AdvBench: a framework to evaluate adversarial attacks against fraud detection systems

In recent years, digital payments and financial services via the Internet have experienced significant growth which has also led to an increase in the number of online frauds. This threat pushed financial institutions to implement automated defence measures called Fraud Detection Systems (FDSs) that use Machine Learning (ML) models to classify transactions. Researchers have shown that ML models are sensitive to Adversarial Machine Learning (AML) attacks, also in the fraud detection domain. AML attacks against FDSs create fraudulent transactions that evade the target ML model detection (evasion attack). Another type of AML attack exists, poisoning attacks. These attacks decrease the ML models’ prediction capacity by infecting the training set, hence the ML models will be trained on malicious samples. In the fraud detection domain, if the FDS is periodically retrained, a successful evasion attack infects the training set, performing also a poisoning attack. In this thesis, we propose a framework to evaluate the effectiveness of adversarial attacks against banking Fraud Detection Systems, using adversarial algorithms adapted to the banking domain to generate adversarial transactions. We adapted five new algorithms to this domain. In particular, we adapted four gradient-based algorithms and one decisionbased algorithm. To test our framework, we run poisoning attack simulations against five different models in three scenarios based on the knowledge degree of the attacker. Our results show that gradient-based algorithms, even if they reach the goal of stealing money, are, compared with the other class of attacks, decision-based attacks, way less effective, except in the most favourable scenario, where the attacker knows everything about the FDS. This can be explained because the Oracle used in gradient-based attacks is less precise than the one used in decision-based attacks.

Negli ultimi anni, i pagamenti digitali e i servizi finanziari online hanno subito una crescita significativa che ha portato ad un aumento del numbero di frodi online. La minaccia ha spinto le istituzioni finanziarie a implementare misure di difesa automatizzate chiamate Fraud Detection Systems (FDSs), che utilizzano modelli di Machine Learnings (MLs) per classificare le transazioni. Numerosi ricercatori hanno dimostrato che i modelli di ML sono particolarmente vulnerabili agli attacchi di AMLs, anche nel contesto bancario. Questo tipo di attacchi genera delle transazioni fraudolente che riescono a sfuggire alla rilevazione del modello di ML utilizzato dal FDS (evasion attack). Oltre agli evasion attacks, esistono i poisoning attack. Questo tipo di attacchi cause un deterioramento nelle capacità di predizione dei modelli di ML infettando il training set, infatti i modelli di ML utilizzeranno anche gli adversarial samples durante la fase di training.
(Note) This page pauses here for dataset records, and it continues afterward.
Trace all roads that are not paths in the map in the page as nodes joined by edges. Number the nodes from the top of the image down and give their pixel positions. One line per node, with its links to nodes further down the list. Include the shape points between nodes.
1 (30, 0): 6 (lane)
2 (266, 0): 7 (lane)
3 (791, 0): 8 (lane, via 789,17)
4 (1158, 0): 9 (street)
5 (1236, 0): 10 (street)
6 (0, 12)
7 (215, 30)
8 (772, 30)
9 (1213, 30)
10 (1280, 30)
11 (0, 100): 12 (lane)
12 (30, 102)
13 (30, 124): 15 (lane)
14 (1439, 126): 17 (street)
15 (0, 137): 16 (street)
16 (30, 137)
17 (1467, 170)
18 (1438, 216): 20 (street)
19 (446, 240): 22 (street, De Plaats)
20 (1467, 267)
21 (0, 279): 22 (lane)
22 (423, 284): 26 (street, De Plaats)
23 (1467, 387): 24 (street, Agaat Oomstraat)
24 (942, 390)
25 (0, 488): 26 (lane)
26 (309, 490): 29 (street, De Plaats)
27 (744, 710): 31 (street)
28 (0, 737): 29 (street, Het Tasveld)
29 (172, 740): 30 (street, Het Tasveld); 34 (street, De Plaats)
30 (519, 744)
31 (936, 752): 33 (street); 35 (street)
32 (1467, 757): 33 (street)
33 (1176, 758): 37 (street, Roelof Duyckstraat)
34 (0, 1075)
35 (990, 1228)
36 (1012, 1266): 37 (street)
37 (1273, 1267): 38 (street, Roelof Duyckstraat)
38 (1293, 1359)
Nel contesto bancario, se il FDS viene periodicamente allenato con le nuove transazioni in entrata, un evasion attack che ha successo infetterà il training set aggiornato, eseguendo anche un poisoning attack. In questa tesi proponiamo un framework per valutare l’efficacia degli adversarial attacks contro i Fraud Detection Systems, utilizzando degli adversarial algorithms adattati al dominio bancario per generare le transazioni fraudolente. Abbiamo adattato cinque nuovi algoritmi a questo dominio. In particolare, abbiamo adattato quattro algoritmi basati sul gradient-based e un algoritmo decision-based. Per testare il nostro framework, eseguiamo delle simulazioni di attacchi di avvelenamento contro cinque diversi modelli di ML in tre scenari basati sul grado di conoscenza dell’attaccante. I risultati mostrano che gli algoritmi basati sul gradiente, anche se raggiungono l’obiettivo di rubare denaro, sono, rispetto all’altra classe di attacchi, molto meno efficaci, tranne nello scenario più favorevole dove l’attaccante sa tutto sul FDS. Questo può essere spiegato perché l’Oracle usato in attacchi basati su gradienti è meno preciso di quello usato negli attacchi decision-based.